[Assignment]:
Lines that contain the string "legend" are the ones to list; copy all of them from the records.

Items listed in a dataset

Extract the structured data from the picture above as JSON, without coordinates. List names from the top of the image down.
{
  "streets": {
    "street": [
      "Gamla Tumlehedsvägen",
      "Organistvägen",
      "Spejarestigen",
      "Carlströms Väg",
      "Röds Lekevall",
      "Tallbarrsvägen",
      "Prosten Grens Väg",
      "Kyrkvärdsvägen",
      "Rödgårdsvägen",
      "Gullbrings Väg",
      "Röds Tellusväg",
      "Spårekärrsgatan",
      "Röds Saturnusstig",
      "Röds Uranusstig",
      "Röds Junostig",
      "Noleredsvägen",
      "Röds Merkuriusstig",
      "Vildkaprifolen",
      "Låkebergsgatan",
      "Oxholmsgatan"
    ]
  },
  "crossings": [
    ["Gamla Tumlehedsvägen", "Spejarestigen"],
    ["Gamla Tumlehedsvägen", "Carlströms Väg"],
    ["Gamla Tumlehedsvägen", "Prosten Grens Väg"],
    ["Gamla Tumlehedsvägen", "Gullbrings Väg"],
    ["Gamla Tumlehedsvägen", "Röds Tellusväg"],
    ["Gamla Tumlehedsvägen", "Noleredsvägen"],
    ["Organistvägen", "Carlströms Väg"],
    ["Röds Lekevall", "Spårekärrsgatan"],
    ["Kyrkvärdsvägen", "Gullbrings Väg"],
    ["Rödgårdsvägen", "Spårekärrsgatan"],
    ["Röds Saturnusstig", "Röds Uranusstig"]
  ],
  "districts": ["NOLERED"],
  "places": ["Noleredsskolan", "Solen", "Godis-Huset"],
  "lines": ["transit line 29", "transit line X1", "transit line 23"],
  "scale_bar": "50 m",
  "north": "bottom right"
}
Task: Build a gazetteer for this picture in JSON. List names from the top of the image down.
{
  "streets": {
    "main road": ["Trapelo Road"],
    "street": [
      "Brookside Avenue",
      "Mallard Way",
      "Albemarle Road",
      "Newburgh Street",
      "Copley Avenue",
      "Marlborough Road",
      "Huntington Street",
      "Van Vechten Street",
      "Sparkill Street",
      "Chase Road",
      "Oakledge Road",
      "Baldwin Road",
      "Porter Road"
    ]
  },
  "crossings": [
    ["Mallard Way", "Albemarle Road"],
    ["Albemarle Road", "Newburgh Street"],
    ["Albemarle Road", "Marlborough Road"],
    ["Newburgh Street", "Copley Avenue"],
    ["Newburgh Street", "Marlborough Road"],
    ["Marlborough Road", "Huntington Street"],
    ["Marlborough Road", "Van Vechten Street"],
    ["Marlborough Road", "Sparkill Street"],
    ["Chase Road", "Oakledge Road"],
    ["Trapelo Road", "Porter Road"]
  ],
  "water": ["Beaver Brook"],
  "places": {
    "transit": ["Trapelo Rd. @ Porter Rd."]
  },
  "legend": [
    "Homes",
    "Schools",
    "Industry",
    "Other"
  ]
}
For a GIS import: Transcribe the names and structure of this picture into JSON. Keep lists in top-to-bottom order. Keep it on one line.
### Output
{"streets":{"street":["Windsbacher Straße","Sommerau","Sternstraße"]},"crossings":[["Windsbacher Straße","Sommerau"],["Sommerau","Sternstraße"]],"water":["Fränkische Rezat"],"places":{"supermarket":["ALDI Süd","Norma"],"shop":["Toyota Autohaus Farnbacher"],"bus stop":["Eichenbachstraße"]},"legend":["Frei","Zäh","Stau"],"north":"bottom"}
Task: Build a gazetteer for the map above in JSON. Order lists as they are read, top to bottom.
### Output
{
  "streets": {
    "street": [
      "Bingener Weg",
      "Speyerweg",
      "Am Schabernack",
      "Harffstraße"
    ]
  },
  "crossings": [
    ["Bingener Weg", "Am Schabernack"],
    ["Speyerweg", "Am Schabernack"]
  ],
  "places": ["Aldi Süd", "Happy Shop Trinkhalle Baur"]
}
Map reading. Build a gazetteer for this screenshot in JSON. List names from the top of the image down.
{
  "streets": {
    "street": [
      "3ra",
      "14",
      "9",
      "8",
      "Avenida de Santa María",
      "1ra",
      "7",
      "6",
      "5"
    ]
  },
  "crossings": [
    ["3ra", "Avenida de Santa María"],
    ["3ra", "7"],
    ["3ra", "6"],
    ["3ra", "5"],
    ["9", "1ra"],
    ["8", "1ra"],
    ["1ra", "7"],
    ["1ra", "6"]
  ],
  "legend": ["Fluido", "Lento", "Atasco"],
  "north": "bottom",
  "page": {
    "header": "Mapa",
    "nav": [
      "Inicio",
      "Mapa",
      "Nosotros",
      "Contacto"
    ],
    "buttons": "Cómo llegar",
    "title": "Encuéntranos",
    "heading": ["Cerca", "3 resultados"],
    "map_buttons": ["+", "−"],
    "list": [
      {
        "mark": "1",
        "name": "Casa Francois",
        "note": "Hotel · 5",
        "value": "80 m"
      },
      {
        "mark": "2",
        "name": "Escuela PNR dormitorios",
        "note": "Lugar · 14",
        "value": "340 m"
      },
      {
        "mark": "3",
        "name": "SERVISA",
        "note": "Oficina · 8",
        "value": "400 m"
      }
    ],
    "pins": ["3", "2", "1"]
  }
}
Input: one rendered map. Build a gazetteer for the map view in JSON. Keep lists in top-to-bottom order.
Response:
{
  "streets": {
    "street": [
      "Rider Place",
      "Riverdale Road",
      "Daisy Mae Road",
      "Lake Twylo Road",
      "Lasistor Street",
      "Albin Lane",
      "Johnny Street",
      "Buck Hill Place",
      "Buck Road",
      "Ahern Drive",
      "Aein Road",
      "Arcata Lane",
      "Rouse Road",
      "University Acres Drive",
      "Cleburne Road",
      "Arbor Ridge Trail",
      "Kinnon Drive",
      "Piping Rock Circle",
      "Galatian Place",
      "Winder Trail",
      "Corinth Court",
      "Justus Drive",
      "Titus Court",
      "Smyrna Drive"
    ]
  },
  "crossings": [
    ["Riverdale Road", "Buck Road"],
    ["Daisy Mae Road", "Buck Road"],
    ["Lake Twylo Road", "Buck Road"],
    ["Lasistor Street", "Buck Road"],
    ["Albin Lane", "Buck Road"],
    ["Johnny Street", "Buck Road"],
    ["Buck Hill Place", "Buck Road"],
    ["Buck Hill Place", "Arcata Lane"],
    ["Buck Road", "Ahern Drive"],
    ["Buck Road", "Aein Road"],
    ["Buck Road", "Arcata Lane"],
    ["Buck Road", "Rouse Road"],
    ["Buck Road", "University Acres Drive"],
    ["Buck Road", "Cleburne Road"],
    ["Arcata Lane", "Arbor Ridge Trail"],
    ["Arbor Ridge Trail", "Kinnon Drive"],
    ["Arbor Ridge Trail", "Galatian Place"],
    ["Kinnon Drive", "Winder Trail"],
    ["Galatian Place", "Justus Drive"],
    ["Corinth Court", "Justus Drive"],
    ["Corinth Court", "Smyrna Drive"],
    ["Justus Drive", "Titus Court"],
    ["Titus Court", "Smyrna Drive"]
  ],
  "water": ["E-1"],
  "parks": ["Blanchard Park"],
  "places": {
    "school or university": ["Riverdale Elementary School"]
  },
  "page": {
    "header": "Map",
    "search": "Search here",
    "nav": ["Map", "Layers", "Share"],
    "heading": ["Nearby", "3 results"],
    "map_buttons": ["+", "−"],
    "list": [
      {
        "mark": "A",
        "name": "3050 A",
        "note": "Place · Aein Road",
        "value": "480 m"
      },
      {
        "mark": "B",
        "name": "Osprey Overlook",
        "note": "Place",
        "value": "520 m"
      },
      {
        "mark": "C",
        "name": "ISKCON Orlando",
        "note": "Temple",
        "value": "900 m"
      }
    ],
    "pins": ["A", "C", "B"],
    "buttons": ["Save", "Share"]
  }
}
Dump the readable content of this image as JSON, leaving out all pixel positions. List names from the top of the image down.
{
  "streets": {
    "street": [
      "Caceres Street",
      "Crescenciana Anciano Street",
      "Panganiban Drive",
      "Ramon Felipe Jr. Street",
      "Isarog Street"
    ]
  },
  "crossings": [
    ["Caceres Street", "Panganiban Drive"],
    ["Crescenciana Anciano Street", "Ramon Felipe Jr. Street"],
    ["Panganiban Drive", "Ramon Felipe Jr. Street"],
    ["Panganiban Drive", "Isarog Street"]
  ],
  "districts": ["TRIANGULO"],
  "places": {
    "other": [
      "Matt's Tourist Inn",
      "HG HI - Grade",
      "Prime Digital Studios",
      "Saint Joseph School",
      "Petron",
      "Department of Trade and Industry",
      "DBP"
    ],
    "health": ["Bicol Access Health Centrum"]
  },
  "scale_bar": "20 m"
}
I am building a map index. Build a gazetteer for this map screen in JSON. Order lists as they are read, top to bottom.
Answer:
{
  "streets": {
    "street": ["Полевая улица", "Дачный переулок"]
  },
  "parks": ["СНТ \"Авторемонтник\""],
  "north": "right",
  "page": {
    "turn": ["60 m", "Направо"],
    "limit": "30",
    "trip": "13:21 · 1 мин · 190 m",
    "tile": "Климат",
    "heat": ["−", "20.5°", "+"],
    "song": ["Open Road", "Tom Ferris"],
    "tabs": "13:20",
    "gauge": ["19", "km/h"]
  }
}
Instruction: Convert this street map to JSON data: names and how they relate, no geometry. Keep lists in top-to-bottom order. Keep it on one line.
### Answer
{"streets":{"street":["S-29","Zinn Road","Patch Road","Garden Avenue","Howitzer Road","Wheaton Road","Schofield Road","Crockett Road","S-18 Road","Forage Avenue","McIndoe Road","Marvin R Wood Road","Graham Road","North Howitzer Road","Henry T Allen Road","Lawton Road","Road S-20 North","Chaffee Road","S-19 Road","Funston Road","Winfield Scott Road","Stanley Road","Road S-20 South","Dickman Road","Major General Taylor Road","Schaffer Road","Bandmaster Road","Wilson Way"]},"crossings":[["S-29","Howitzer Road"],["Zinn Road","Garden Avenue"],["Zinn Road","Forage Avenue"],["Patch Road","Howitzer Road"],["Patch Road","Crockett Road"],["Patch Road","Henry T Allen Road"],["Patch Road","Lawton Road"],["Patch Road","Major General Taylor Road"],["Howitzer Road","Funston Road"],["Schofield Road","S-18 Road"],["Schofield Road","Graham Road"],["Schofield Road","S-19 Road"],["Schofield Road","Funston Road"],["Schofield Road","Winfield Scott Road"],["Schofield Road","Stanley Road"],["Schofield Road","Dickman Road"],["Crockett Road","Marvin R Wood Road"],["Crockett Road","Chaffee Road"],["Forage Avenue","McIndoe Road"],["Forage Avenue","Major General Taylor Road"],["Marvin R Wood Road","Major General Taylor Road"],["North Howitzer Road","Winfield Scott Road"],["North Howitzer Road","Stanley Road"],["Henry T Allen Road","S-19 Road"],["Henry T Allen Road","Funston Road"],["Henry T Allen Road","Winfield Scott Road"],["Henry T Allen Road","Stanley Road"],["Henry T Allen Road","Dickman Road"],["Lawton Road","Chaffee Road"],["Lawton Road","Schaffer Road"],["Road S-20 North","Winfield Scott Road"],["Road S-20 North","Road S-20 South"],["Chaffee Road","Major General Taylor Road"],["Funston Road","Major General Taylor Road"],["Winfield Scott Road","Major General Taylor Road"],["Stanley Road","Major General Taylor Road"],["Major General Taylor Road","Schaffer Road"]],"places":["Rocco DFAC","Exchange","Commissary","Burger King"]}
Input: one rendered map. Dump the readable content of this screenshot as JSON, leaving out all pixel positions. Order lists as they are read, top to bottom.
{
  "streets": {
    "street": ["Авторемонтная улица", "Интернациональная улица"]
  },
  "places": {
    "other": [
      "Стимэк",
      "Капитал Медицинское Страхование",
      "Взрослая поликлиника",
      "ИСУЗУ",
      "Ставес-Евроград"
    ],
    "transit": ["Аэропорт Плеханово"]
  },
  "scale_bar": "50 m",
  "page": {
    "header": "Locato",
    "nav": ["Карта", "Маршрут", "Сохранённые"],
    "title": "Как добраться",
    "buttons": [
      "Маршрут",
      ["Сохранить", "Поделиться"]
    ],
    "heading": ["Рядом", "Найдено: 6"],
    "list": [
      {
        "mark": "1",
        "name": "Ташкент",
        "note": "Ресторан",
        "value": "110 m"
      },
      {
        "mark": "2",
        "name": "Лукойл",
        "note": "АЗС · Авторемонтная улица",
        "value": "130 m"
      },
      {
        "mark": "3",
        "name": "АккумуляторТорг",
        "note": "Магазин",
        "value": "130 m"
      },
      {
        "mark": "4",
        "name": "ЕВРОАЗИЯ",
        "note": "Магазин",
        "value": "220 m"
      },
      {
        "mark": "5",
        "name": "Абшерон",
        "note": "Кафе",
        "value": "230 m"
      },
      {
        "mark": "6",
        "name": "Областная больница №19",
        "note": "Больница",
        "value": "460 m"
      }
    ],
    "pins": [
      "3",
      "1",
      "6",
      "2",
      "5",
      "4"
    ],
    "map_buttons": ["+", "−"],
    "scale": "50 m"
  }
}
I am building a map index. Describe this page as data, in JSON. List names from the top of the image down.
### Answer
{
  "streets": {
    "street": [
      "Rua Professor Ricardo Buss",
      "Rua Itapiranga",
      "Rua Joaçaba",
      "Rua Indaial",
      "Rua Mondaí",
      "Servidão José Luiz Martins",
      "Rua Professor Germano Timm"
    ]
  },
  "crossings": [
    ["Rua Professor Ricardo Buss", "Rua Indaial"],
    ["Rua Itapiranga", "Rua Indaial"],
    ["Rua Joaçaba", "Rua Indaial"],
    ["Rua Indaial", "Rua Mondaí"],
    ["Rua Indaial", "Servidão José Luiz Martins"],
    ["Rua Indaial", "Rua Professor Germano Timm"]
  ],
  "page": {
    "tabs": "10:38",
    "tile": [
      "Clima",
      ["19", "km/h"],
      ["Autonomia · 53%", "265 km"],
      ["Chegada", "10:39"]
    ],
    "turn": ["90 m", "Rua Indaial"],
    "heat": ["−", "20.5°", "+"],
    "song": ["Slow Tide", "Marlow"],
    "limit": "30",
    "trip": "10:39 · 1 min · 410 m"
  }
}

[The completed task]:
  "legend": [
{"streets":{"street":["Windsbacher Straße","Sommerau","Sternstraße"]},"crossings":[["Windsbacher Straße","Sommerau"],["Sommerau","Sternstraße"]],"water":["Fränkische Rezat"],"places":{"supermarket":["ALDI Süd","Norma"],"shop":["Toyota Autohaus Farnbacher"],"bus stop":["Eichenbachstraße"]},"legend":["Frei","Zäh","Stau"],"north":"bottom"}
  "legend": ["Fluido", "Lento", "Atasco"],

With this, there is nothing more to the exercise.